Every line below that carries the word "name" needs to be copied.

BEGIN Records to process

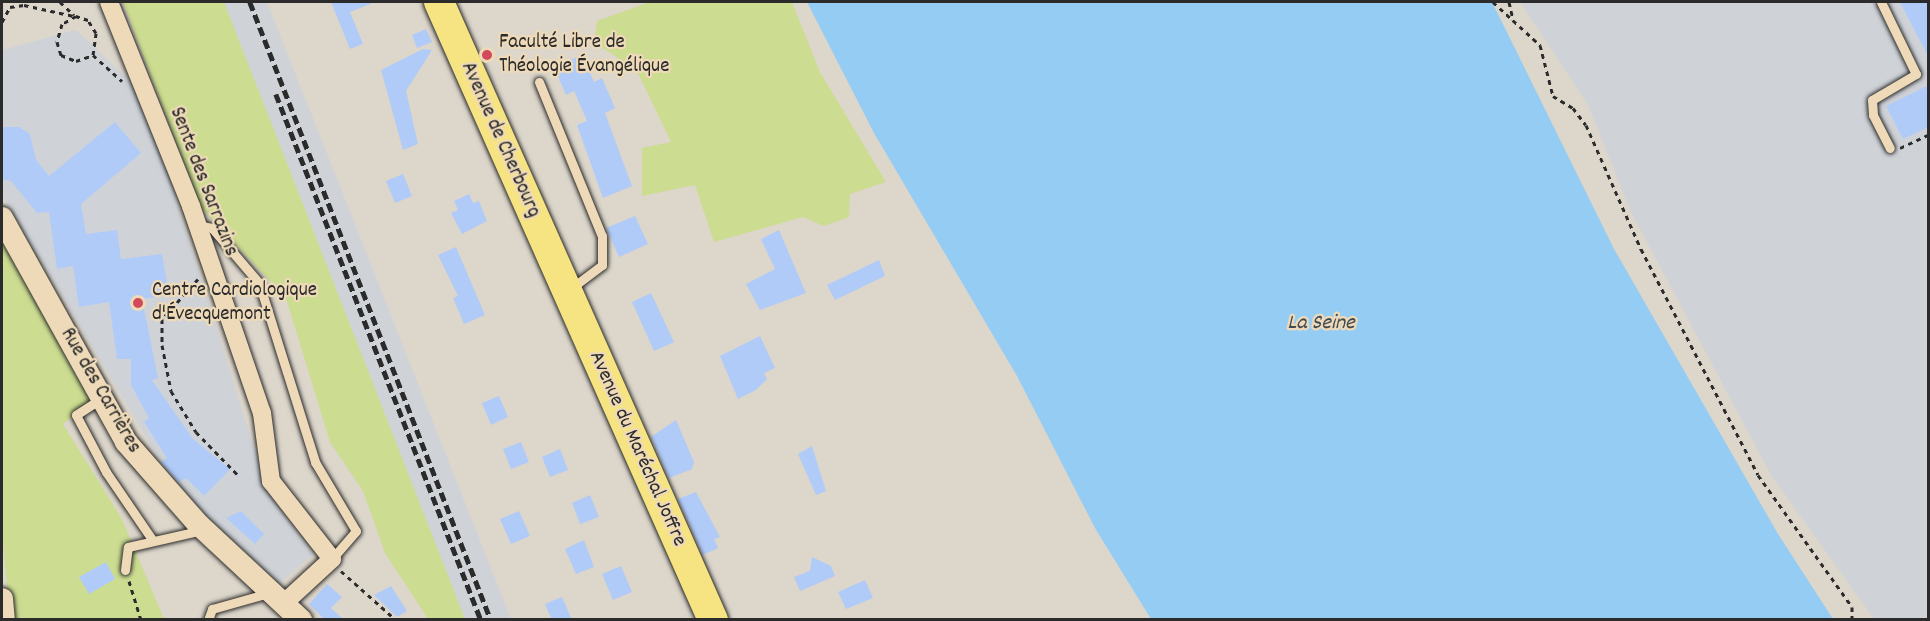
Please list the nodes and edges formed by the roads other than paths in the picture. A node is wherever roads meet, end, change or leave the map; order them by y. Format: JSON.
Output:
{"nodes":[{"id":1,"x":109,"y":2,"type":"edge"},
{"id":2,"x":440,"y":2,"type":"edge"},
{"id":3,"x":1881,"y":2,"type":"edge"},
{"id":4,"x":539,"y":81,"type":"dead end"},
{"id":5,"x":1890,"y":148,"type":"dead end"},
{"id":6,"x":2,"y":218,"type":"edge"},
{"id":7,"x":197,"y":225,"type":"junction"},
{"id":8,"x":563,"y":285,"type":"junction"},
{"id":9,"x":102,"y":398,"type":"junction"},
{"id":10,"x":204,"y":530,"type":"junction"},
{"id":11,"x":153,"y":541,"type":"junction"},
{"id":12,"x":332,"y":560,"type":"junction"},
{"id":13,"x":125,"y":570,"type":"road end"},
{"id":14,"x":277,"y":598,"type":"junction"},
{"id":15,"x":2,"y":599,"type":"edge"},
{"id":16,"x":4,"y":620,"type":"edge"},
{"id":17,"x":208,"y":620,"type":"edge"},
{"id":18,"x":301,"y":620,"type":"edge"},
{"id":19,"x":713,"y":620,"type":"edge"}],
"edges":[{"from":1,"to":7,"type":"street","name":"Sente des Sarrazins"},
{"from":2,"to":8,"type":"main road","name":"Avenue de Cherbourg"},
{"from":3,"to":5,"type":"lane"},
{"from":4,"to":8,"type":"lane"},
{"from":6,"to":9,"type":"street","name":"Rue des Carrières"},
{"from":7,"to":12,"type":"street","name":"Sente des Sarrazins"},
{"from":7,"to":12,"type":"lane"},
{"from":8,"to":19,"type":"main road","name":"Avenue du Maréchal Joffre"},
{"from":9,"to":10,"type":"street","name":"Rue des Carrières"},
{"from":9,"to":11,"type":"lane"},
{"from":10,"to":11,"type":"lane"},
{"from":10,"to":14,"type":"street","name":"Rue des Carrières"},
{"from":11,"to":13,"type":"lane"},
{"from":12,"to":14,"type":"street"},
{"from":14,"to":17,"type":"lane"},
{"from":14,"to":18,"type":"street","name":"Rue des Carrières"},
{"from":15,"to":16,"type":"street"}]}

END Records to process

Task answer –
"edges":[{"from":1,"to":7,"type":"street","name":"Sente des Sarrazins"},
{"from":2,"to":8,"type":"main road","name":"Avenue de Cherbourg"},
{"from":6,"to":9,"type":"street","name":"Rue des Carrières"},
{"from":7,"to":12,"type":"street","name":"Sente des Sarrazins"},
{"from":8,"to":19,"type":"main road","name":"Avenue du Maréchal Joffre"},
{"from":9,"to":10,"type":"street","name":"Rue des Carrières"},
{"from":10,"to":14,"type":"street","name":"Rue des Carrières"},
{"from":14,"to":18,"type":"street","name":"Rue des Carrières"},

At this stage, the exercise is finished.